After counting the lines below that hold the word "улица", reply with the count and nothing else.

Stored records:
*****

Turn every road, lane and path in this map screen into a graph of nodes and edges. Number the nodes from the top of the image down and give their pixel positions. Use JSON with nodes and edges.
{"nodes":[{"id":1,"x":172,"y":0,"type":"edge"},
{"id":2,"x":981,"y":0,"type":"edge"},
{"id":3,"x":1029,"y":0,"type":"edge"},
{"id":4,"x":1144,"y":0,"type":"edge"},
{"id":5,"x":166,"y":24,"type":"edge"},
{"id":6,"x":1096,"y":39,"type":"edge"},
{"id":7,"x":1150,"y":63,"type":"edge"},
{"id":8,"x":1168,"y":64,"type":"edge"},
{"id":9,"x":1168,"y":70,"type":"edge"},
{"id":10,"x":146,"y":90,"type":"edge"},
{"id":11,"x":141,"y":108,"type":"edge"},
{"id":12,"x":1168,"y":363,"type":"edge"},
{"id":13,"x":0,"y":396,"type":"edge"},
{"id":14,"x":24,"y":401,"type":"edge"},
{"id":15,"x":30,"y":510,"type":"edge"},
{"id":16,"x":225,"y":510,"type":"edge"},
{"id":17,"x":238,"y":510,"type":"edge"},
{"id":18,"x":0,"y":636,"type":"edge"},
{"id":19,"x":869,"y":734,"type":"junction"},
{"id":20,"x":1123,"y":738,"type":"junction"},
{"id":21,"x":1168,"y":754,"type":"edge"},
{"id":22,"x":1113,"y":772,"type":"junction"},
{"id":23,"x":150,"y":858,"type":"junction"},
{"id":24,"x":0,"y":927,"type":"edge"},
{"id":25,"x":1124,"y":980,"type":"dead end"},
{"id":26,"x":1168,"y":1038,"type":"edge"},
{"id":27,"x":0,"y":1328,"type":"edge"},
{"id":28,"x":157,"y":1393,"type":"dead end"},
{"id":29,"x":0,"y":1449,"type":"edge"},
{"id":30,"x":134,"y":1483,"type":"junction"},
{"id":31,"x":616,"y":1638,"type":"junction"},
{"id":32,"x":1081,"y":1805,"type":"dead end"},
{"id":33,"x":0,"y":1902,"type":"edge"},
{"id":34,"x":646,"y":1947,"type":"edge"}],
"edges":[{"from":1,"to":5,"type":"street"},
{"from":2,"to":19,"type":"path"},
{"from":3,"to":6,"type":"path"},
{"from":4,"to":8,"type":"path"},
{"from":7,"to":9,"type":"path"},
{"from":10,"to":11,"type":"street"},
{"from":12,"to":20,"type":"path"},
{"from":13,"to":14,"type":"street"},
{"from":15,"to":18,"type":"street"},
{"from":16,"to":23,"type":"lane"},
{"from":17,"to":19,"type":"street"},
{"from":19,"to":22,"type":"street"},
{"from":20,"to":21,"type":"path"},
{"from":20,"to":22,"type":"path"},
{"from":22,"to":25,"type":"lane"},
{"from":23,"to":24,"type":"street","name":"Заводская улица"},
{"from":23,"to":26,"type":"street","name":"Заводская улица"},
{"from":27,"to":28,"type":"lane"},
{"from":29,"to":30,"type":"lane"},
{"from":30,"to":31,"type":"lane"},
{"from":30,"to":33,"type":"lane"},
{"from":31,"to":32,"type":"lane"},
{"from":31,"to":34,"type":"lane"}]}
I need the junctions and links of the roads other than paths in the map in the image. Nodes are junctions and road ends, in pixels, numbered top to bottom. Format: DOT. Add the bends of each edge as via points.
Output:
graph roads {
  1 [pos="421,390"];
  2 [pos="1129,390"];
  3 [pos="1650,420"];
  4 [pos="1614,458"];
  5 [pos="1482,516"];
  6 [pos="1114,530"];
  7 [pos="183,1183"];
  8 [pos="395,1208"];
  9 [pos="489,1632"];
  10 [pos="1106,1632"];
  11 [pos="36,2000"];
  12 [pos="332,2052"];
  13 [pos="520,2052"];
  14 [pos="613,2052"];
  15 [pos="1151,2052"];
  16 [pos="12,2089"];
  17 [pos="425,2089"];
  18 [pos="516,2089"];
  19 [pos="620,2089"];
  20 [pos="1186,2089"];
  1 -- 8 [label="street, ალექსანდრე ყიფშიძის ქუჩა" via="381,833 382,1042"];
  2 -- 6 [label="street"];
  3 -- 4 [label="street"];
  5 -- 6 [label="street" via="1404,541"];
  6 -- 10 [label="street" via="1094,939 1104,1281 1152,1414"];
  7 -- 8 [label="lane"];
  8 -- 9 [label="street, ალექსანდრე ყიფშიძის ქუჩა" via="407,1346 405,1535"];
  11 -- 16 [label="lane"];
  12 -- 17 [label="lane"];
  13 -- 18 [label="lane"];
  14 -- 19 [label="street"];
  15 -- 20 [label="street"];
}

*****

- EXERCISE OUTPUT:
2